A thought.
We could add dfdl:lengthKind 'expression',
use dfdl:length for the expression, and add a new enum property that is
the policy for the expression - that is, evaluate on parse only, or evaluate
on both parse and unparse. The enum for the latter is the equivalent
of the pre-erratum 2.100 'explicit' and expression behaviour as implemented
by IBM DFDL today - which we would then deprecate in the spec (or even
remove) and deprecate in IBM DFDL.
Regards
Steve Hanson
Architect, IBM
DFDL
Co-Chair, OGF
DFDL Working Group
IBM SWG, Hursley, UK
smh@uk.ibm.com
tel:+44-1962-815848
From:
Steve Hanson/UK/IBM
To:
Tim Kimber/UK/IBM@IBMGB,
"Mike Beckerle" <mbeckerle.dfdl@gmail.com>
Cc:
DFDL-WG <dfdl-wg@ogf.org>
Date:
10/12/2014 09:08
Subject:
Re: [DFDL-WG]
Erratum 2.100 (was Action 183 - chicken-and-egg situation with lengths
given by expressions)
Tim & Mike - replies in-line.
Concensus is heading towards 'explicit'
working as per IBM DFDL today, so we need to decide on the best way to
express the 2.100 behaviour.
Regards
Steve Hanson
Architect, IBM
DFDL
Co-Chair, OGF
DFDL Working Group
IBM SWG, Hursley, UK
smh@uk.ibm.com
tel:+44-1962-815848
From:
Tim Kimber/UK/IBM@IBMGB
To:
dfdl-wg@ogf.org
Date:
09/12/2014 23:25
Subject:
Re: [DFDL-WG]
Erratum 2.100 (was Action 183 - chicken-and-egg situation with lengths
given by expressions)
Sent by:
dfdl-wg-bounces@ogf.org
My 2 cents:
lengthKind 'explicit' should continue to work as it currently does in the
IBM implementation. That is, it should use the static or calculated value
of the length, and pad to that length when unparsing. Otherwise we have
different rules for lengthKind='explicit' depending on whether it is an
expression or a static value.
If somebody wants to avoid padding,
then they can put an outputValueCalc on the length field and calculate
a value that requires no padding. I think the required expression would
be
{dfdl:valueLength(../variableLengthField)}
With these rules there is a potential for a mutual dependency ( deadlock
) when outputValueCalc is used with a calculated length. If the outputValueCalc
is
{dfdl:contentLength(../variableLengthField)}
then the entire representation length
( including the padding characters ) is being requested. This obviously
cannot be satisfied until the padding has been applied, but the padding
cannot be applied until the length is known...etc. I don't think this should
affect the decision about lengthKind though, for two reasons:
- it's already possible to create deadlocks using other calculated fields
in DFDL. Any robust implementation of a serializer must include deadlock
detection in the evaluation of DFDL expressions.

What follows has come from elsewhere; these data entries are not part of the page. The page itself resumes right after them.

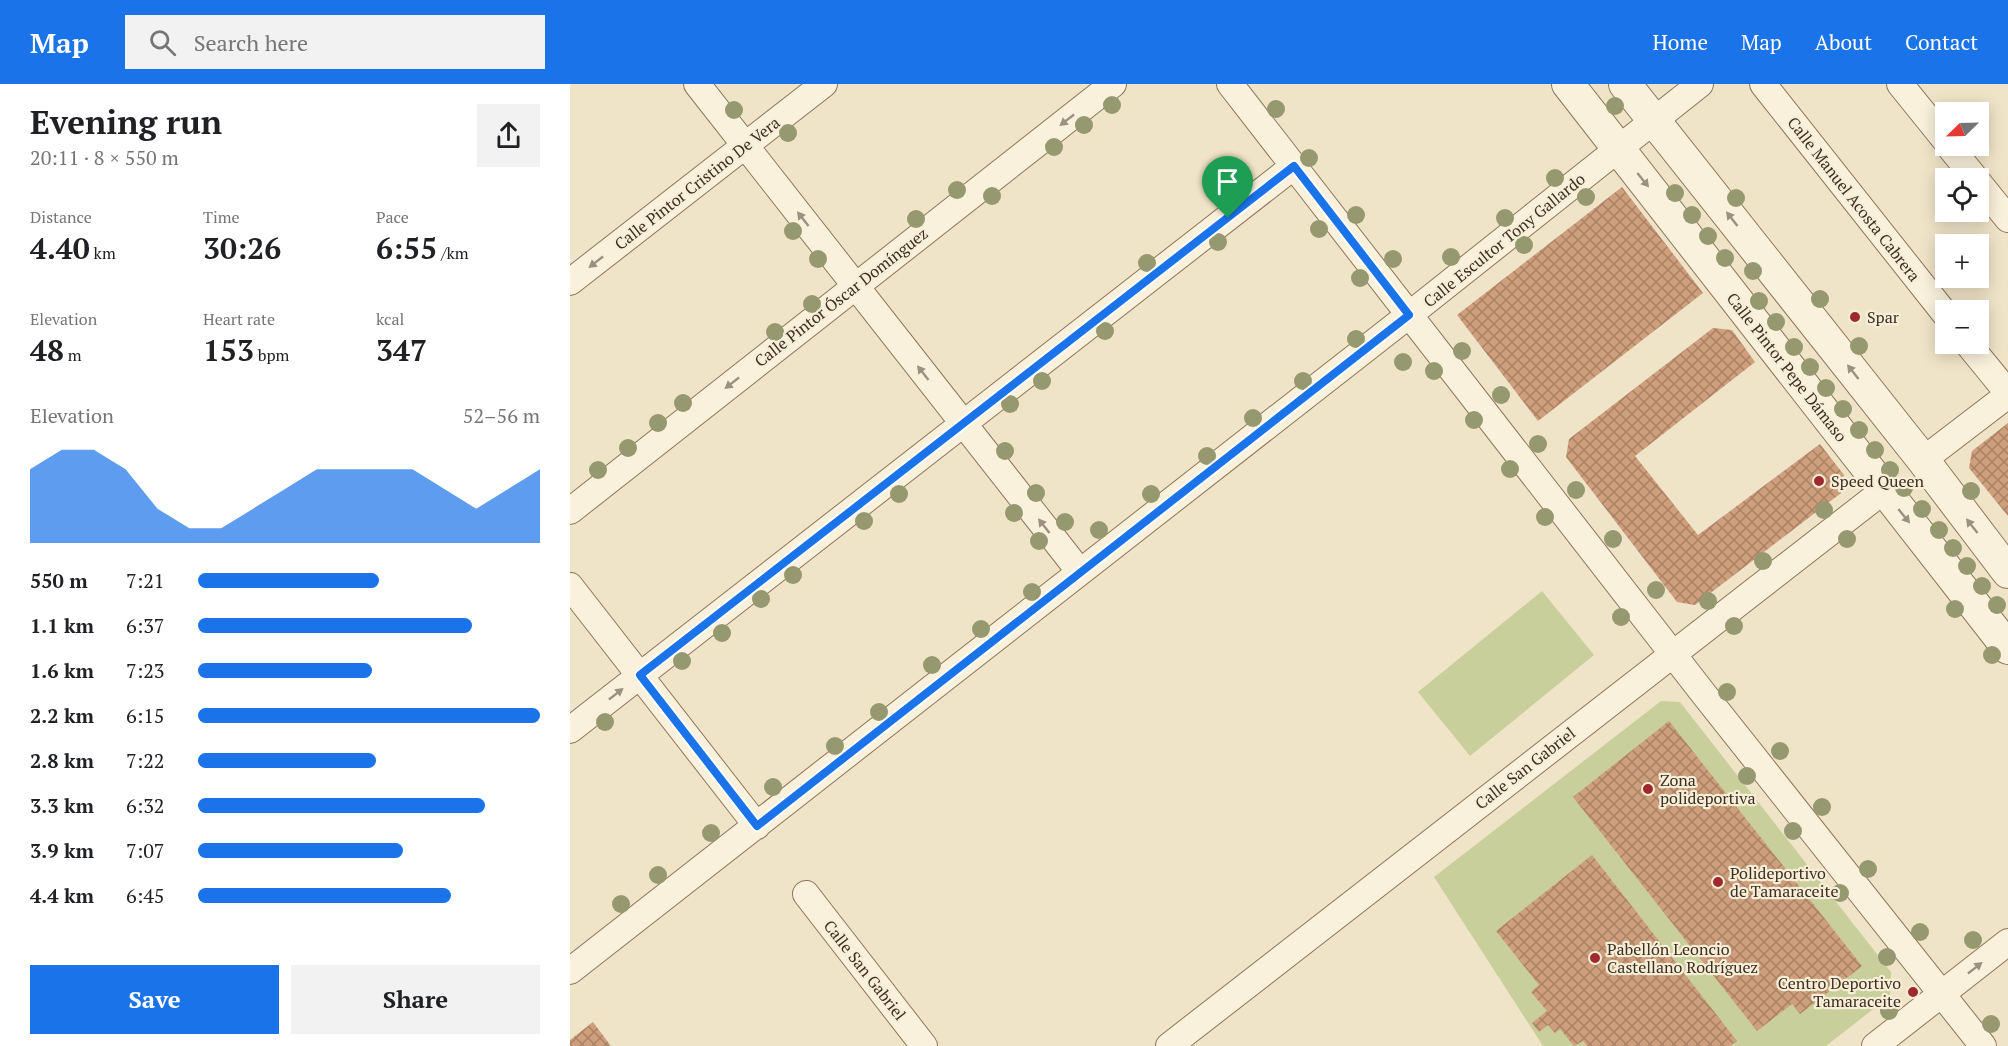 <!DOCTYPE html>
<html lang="en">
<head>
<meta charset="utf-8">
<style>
  :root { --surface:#fff; --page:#f2f2f2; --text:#202124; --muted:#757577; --accent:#1a73e8 }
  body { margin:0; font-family:"PT Serif",serif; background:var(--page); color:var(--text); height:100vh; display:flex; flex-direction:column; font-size:22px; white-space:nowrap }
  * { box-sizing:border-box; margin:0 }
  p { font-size:20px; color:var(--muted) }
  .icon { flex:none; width:33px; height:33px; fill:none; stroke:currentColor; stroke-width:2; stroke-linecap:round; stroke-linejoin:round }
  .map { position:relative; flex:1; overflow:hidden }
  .drawer { display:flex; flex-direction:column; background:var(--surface); width:570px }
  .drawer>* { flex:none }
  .needle { width:39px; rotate:247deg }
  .fabs { position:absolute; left:1365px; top:18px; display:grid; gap:12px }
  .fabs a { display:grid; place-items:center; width:54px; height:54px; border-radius:0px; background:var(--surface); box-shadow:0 3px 15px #0003; font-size:30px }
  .pin { position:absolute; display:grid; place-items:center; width:51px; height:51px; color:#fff; margin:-62px -26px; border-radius:50% 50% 50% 0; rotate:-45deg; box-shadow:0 0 6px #0007 }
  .pin .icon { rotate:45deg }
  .round { display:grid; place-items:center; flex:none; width:63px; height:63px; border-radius:0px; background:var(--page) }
  .headline { display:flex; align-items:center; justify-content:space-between; height:102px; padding:0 30px }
  h1 { font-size:33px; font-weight:700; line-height:45px }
  .figures { display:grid; grid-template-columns:repeat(3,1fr); gap:9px; height:102px; padding:6px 30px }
  .figures div { display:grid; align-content:center }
  .figures b { font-size:30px; font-weight:700 }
  .figures small { font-size:16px; font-weight:400 }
  .figures p { font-size:16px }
  .chart { height:168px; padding:12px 30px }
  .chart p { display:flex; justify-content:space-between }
  .chart svg { width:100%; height:108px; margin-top:6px; fill:var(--accent); opacity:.7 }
  .action { display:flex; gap:12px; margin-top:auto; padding:12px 30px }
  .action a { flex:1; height:69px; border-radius:0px; background:var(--accent); color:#fff; font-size:24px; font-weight:700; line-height:69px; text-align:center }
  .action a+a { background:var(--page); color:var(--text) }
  ul { padding:0 30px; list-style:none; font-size:20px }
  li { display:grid; grid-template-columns:96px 72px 1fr; align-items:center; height:45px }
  li i { height:15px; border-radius:8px; background:var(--accent) }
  header { display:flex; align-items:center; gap:36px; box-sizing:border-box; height:84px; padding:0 30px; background:var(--accent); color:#fff }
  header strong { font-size:28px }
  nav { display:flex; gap:33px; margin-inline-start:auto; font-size:21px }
  .search { width:420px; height:54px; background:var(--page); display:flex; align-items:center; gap:15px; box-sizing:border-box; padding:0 21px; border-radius:0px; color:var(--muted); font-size:22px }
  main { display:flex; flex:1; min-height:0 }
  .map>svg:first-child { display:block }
  .grass { fill:#c9cf9b }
  .building { fill:url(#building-cross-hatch) }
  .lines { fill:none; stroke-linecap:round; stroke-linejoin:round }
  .minor-casing { stroke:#8d765c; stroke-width:28 }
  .tertiary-casing { stroke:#8d765c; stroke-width:34 }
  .minor { stroke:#faf1dc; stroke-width:26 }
  .tertiary { stroke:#faf1dc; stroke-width:32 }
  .tree { fill:#96986f }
  .oneway { fill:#9c907e }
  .route-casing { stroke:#fff; stroke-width:12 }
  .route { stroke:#1a73e8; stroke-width:8 }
  .poi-dot { fill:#9e2a2b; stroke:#f7eed8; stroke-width:2 }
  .labels { text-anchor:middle; stroke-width:4.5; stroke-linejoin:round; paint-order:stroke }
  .street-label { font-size:16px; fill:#3d2e20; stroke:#f7eed8 }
  .poi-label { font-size:16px; fill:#3d2e20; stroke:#f7eed8; text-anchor:start }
</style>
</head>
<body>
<header>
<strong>Map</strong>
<div class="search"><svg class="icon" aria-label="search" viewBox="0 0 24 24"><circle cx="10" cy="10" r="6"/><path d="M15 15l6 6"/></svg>Search here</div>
<nav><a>Home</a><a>Map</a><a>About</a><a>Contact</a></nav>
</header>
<main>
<section class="drawer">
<div class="headline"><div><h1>Evening run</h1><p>20:11 · 8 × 550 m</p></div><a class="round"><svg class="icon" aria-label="share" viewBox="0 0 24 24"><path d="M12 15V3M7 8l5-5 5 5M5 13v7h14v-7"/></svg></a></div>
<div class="figures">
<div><p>Distance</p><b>4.40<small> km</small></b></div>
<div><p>Time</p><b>30:26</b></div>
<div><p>Pace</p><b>6:55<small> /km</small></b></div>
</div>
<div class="figures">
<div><p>Elevation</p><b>48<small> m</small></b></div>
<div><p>Heart rate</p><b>153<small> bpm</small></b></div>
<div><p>kcal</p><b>347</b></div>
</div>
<div class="chart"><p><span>Elevation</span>52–56 m</p>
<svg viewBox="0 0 160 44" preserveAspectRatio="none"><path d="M0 44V14L10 6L20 6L30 14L40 30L50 38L60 38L70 30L80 22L90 14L100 14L110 14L120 14L130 22L140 30L150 22L160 14V44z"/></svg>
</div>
<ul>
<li><b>550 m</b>7:21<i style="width:53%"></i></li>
<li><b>1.1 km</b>6:37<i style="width:80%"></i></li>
<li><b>1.6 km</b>7:23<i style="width:51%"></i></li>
<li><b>2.2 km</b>6:15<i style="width:100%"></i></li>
<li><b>2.8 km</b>7:22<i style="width:52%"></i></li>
<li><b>3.3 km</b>6:32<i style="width:84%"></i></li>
<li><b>3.9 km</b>7:07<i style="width:60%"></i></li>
<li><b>4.4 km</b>6:45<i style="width:74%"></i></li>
</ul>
<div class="action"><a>Save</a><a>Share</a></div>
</section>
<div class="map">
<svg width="1438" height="962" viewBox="0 0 1438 962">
  <defs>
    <pattern id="building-cross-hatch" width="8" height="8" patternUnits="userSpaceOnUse" patternTransform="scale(1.5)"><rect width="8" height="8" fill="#cf9f7d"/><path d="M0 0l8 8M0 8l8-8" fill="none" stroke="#a98266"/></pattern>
  </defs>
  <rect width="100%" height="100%" fill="#f0e4c8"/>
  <path class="grass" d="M972,507L1024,571L900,672L848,608Z
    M1091,617L1110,618L1321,888L1320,912L1256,962H973L864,793Z"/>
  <path class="building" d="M1052,103L1133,209L968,337L887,231Z
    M1143,244L1162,246L1185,278L1065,372L1128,451L1250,360L1274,391L1271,409L1125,521L1107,518L996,373L999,355Z
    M1438,339V432L1399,384L1402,367Z
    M1099,637L1292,882L1230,930L1222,920L1187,947L1003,713Z
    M1022,771L1167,957L1160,962H1017L1013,957L1004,962L990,945L985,949L978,941L969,948L962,939L977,927L961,908L969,901L926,847Z
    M23,938L41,962H0V956Z"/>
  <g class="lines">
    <defs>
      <path id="minor" d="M127,0L510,488
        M660,0L1133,609L1413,962
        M1193,0L1376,231
        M1330,0L1376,57
        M1379,62L1405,94
        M1408,98L1438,135
        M0,198L254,0
        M1398,260L1438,309
        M1353,376L1438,311
        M0,427L543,0
        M0,502L187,742
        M0,646L724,82
        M236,810L354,962
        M0,887L839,231L1130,0
        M599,962L1313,407
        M1305,962L1438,858"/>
      <path id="tertiary" d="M998,0L1438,564
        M1055,0L1353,376L1438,488"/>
    </defs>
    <use href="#minor" class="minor-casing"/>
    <use href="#tertiary" class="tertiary-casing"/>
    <use href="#minor" class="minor"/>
    <use href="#tertiary" class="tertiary"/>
  </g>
  <g class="tree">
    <circle cx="542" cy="21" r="9"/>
    <circle cx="1045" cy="22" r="9"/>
    <circle cx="706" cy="25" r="9"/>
    <circle cx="164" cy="26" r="9"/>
    <circle cx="514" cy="41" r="9"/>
    <circle cx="218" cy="49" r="9"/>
    <circle cx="484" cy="63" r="9"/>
    <circle cx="739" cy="74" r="9"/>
    <circle cx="985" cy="94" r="9"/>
    <circle cx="387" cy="106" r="9"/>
    <circle cx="1105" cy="109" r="9"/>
    <circle cx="422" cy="112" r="9"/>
    <circle cx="1016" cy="113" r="9"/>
    <circle cx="1166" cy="114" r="9"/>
    <circle cx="786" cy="131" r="9"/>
    <circle cx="1122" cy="131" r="9"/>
    <circle cx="935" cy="134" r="9"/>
    <circle cx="346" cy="135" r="9"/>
    <circle cx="749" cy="145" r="9"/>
    <circle cx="223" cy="147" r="9"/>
    <circle cx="1138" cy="152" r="9"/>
    <circle cx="648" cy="158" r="9"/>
    <circle cx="954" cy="161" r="9"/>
    <circle cx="881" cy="173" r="9"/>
    <circle cx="1155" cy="174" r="9"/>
    <circle cx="248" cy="175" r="9"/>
    <circle cx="823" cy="175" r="9"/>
    <circle cx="577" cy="179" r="9"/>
    <circle cx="1183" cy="187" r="9"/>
    <circle cx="790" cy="194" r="9"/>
    <circle cx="1250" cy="215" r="9"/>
    <circle cx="1189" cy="217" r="9"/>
    <circle cx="242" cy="220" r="9"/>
    <circle cx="1206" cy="238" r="9"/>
    <circle cx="535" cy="247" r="9"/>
    <circle cx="205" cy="248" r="9"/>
    <circle cx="786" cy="255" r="9"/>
    <circle cx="1289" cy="262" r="9"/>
    <circle cx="1224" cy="263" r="9"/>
    <circle cx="892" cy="267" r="9"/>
    <circle cx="833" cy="278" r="9"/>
    <circle cx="1240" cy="283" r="9"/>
    <circle cx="864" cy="287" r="9"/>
    <circle cx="472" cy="297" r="9"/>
    <circle cx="733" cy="297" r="9"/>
    <circle cx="1256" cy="304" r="9"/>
    <circle cx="931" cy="311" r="9"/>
    <circle cx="113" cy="319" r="9"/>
    <circle cx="440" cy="320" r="9"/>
    <circle cx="1273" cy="325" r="9"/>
    <circle cx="683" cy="334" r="9"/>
    <circle cx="904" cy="336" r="9"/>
    <circle cx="88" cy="339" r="9"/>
    <circle cx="1289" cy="346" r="9"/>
    <circle cx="968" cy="360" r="9"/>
    <circle cx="58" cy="364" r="9"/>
    <circle cx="1305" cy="366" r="9"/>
    <circle cx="435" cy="367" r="9"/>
    <circle cx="637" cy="372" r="9"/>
    <circle cx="940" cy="385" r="9"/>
    <circle cx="28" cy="386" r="9"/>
    <circle cx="1320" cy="386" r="9"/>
    <circle cx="1334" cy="404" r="9"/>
    <circle cx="1006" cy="406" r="9"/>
    <circle cx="1401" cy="407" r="9"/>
    <circle cx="466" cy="409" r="9"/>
    <circle cx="329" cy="410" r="9"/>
    <circle cx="581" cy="410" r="9"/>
    <circle cx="1352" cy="425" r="9"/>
    <circle cx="1254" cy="426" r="9"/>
    <circle cx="444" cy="429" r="9"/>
    <circle cx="975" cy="433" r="9"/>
    <circle cx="294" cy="437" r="9"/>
    <circle cx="495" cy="438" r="9"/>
    <circle cx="529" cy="446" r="9"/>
    <circle cx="1369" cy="446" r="9"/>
    <circle cx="1043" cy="455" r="9"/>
    <circle cx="1277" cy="455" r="9"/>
    <circle cx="469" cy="457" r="9"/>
    <circle cx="1383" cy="464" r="9"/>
    <circle cx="1193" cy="477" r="9"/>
    <circle cx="1397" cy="482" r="9"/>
    <circle cx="223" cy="491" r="9"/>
    <circle cx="1412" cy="502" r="9"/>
    <circle cx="1086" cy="506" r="9"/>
    <circle cx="462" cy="508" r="9"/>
    <circle cx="191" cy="515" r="9"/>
    <circle cx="1138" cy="517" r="9"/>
    <circle cx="1427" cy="521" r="9"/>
    <circle cx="1385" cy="525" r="9"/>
    <circle cx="1051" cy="533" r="9"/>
    <circle cx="1164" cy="542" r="9"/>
    <circle cx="411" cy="545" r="9"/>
    <circle cx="152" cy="549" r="9"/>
    <circle cx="1422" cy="571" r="9"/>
    <circle cx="112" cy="577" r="9"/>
    <circle cx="362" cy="581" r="9"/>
    <circle cx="1157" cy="608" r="9"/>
    <circle cx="309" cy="628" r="9"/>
    <circle cx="35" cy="638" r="9"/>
    <circle cx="265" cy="662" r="9"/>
    <circle cx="1210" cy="667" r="9"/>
    <circle cx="1177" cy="692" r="9"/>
    <circle cx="203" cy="703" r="9"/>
    <circle cx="1252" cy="723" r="9"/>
    <circle cx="1223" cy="747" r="9"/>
    <circle cx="141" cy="749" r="9"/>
    <circle cx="1298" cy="785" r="9"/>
    <circle cx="88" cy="791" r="9"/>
    <circle cx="1270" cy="809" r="9"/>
    <circle cx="51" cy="820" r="9"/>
    <circle cx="1350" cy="848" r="9"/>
    <circle cx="1403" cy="856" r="9"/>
    <circle cx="1317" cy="873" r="9"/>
    <circle cx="1319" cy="927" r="9"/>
    <circle cx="1421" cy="940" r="9"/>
  </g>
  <defs><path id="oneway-solid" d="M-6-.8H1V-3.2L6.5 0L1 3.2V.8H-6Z" transform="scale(1.5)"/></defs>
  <g class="oneway">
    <use href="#oneway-solid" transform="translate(497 36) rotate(142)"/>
    <use href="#oneway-solid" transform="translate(1073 96) rotate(51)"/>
    <use href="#oneway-solid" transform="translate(233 135) rotate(-128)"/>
    <use href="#oneway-solid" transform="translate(1162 135) rotate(-128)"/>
    <use href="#oneway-solid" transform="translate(26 178) rotate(142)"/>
    <use href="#oneway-solid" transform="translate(1283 288) rotate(-128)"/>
    <use href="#oneway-solid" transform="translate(353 289) rotate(-128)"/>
    <use href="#oneway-solid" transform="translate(162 299) rotate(142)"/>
    <use href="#oneway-solid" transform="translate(1334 432) rotate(51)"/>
    <use href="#oneway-solid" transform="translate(474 442) rotate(-128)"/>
    <use href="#oneway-solid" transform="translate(1402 442) rotate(-128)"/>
    <use href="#oneway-solid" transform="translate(46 610) rotate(-38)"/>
    <use href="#oneway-solid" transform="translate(1405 884) rotate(-38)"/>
  </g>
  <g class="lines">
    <defs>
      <path id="route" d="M724,82L839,231L187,742L70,591Z"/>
    </defs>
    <use href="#route" class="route-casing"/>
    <use href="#route" class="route"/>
  </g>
  <g class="poi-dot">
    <circle cx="1285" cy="233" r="6"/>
    <circle cx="1249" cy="397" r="6"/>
    <circle cx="1078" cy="705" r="6"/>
    <circle cx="1148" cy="798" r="6"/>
    <circle cx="1025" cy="874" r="6"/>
    <circle cx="1343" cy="908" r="6"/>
  </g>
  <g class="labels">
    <g class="street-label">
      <text transform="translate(127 99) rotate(-38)" y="6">Calle Pintor Cristino De Vera</text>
      <text transform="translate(1284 115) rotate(52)" y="6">Calle Manuel Acosta Cabrera</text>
      <text transform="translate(934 156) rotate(-39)" y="6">Calle Escultor Tony Gallardo</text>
      <text transform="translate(271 213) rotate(-38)" y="6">Calle Pintor Óscar Domínguez</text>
      <text transform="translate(1217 283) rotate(52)" y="6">Calle Pintor Pepe Dámaso</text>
      <text transform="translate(955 684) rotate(-38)" y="6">Calle San Gabriel</text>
      <text transform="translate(295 886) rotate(52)" y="6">Calle San Gabriel</text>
    </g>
    <g class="poi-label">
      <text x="1297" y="239">Spar</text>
      <text x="1261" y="403">Speed Queen</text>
      <text x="1090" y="702">Zona<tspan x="1090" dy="18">polideportiva</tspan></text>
      <text x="1160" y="795">Polideportivo<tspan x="1160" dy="18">de Tamaraceite</tspan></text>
      <text x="1037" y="871">Pabellón Leoncio<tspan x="1037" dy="18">Castellano Rodríguez</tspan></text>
      <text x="1331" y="905" text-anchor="end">Centro Deportivo<tspan x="1331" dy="18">Tamaraceite</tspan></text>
    </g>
  </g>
</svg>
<div class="fabs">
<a><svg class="needle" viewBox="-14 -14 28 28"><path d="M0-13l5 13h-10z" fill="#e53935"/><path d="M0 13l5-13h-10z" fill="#757577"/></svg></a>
<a><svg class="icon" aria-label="locate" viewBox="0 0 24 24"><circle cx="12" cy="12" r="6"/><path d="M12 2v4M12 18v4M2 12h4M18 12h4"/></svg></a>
<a>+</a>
<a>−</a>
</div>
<div class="pin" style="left:658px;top:134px;background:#1e9e55"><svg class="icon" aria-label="arrive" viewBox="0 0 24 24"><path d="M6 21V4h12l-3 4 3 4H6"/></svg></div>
</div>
</main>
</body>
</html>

- it would not be difficult to detect the simple case statically and report
a schema definition error.
SMH: Corrected function names
to match spec.
The only downside of this is that users who want to calculate the output
length for themselves have to jump through the non-obvious hoop of adding
outputValueCalc to the length field and selecting the correct (non-deadlocking)
DFDL function.
But for fields have representation='text'
and lengthUnits='characters' there is a simpler alternative: set the length
expression to {fn:length(.)}. Other cases will be derivable from the infoset
value by a simple calculation, so the outputValueCalc solution should only
be required for the hard cases.
SMH: Your fn:length(.) does
not work unfortunately. The expression does not give the desired length
when parsing.
regards,
Tim Kimber
From: Mike
Beckerle <mbeckerle.dfdl@gmail.com>
To: Steve
Hanson/UK/IBM@IBMGB
Cc: DFDL-WG
<dfdl-wg@ogf.org>
Date: 09/12/2014
18:06
Subject: Re:
[DFDL-WG] Erratum 2.100 (was Action 183 - chicken-and-egg situation with
lengths given by expressions)
Sent by: dfdl-wg-bounces@ogf.org
Idea 1:
Just provide an infoset member [contentLength] which would allow one to
get and (when unparsing) set the content length. This would provide the
"sticky" content length memory that people are seeking when they
say they want data to round-trip. If the same infoset object is parsed
and then unparsed, the existence of this [contentLength] member provides
the memory of the content length from the parse. An outputValueCalc could
meaningfully ask for dfdl:contentLength() which would return the value
of this member. If unset, then when unparsing the value of this member
can be defined to be the dfdl:valueLength() of the infoset value.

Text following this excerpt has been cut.